Private sector and industry players in Zambia are highly attuned to the national development agenda. Here, three companies share experiences of pursuing inclusive business models

Zoona developed a platform that allows emerging entrepreneurs to start their own business and provide financial services to their community. Photograph: Steve Sugrim/Steve Sugrim. All rights reserved. stevesugrim.com
Zoona developed a platform that allows emerging entrepreneurs to start their own business and provide financial services to their community. Photograph: Steve Sugrim/Steve Sugrim. All rights reserved. stevesugrim.com

When it comes to successful examples of national multi-stakeholder cooperation for development, Zambia is not the first country that comes to mind. Yet, Zambian businesses, investors, NGOs and government have long recognised the need for concerted effort and combined resources to address development challenges. These challenges include the 80% rural poverty rate, malnutrition, limited access to energy, water, sanitation, basic health services and diversification from mining activities.

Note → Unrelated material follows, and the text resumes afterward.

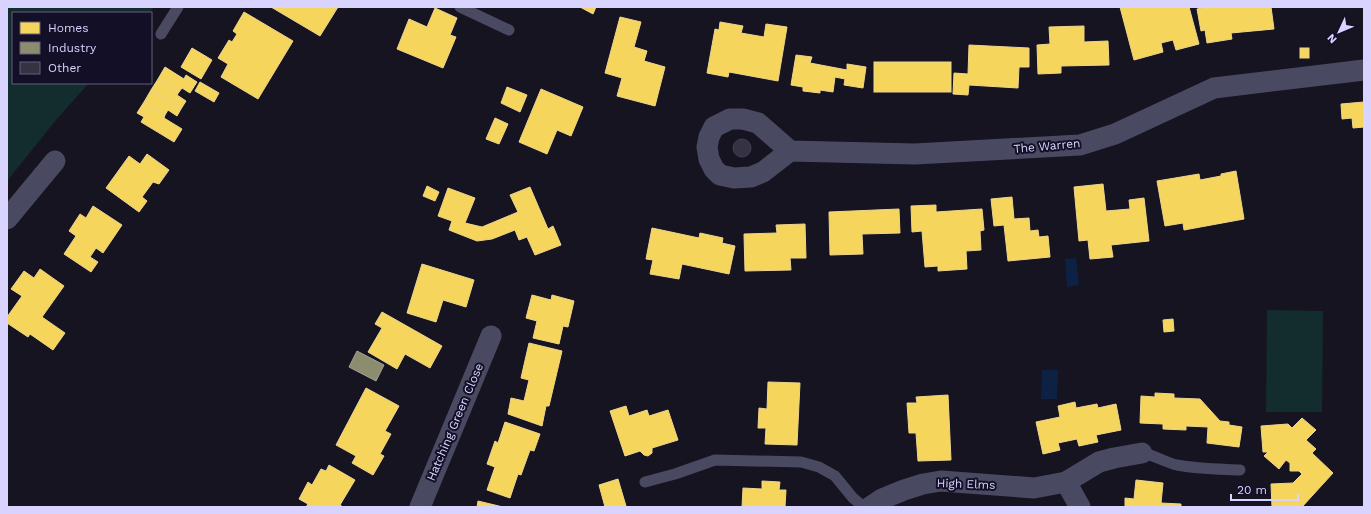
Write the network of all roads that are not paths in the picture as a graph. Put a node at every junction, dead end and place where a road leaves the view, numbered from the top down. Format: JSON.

Additionally, inadequate irrigation facilities are hampering agricultural development. To this end, key actors are coming together through multi-stakeholder platforms to collaborate.

One such partnership is the Zambia Business in Development Facility (ZBiDF), a country-level platform which has received a high level of interest from the government by directly engaging the private sector to achieve the country’s Vision 2030, the Sixth National Development Plan and the Private Sector Development Reform Programme. ZBiDF was identified by the Business Call to Action (BCtA) as a key partner for launching a national dialogue on inclusive business and the sustainable development goals (SDGs) in Zambia in April of this year.

Private sector and industry players in the country are highly attuned to the national development agenda and were keen to engage in dialogue on emerging opportunities for business. The discussion focused on the 2030 global development framework as a unifying agenda.

Zoona developed a platform that allows emerging entrepreneurs to start their own business and provide financial services to their community.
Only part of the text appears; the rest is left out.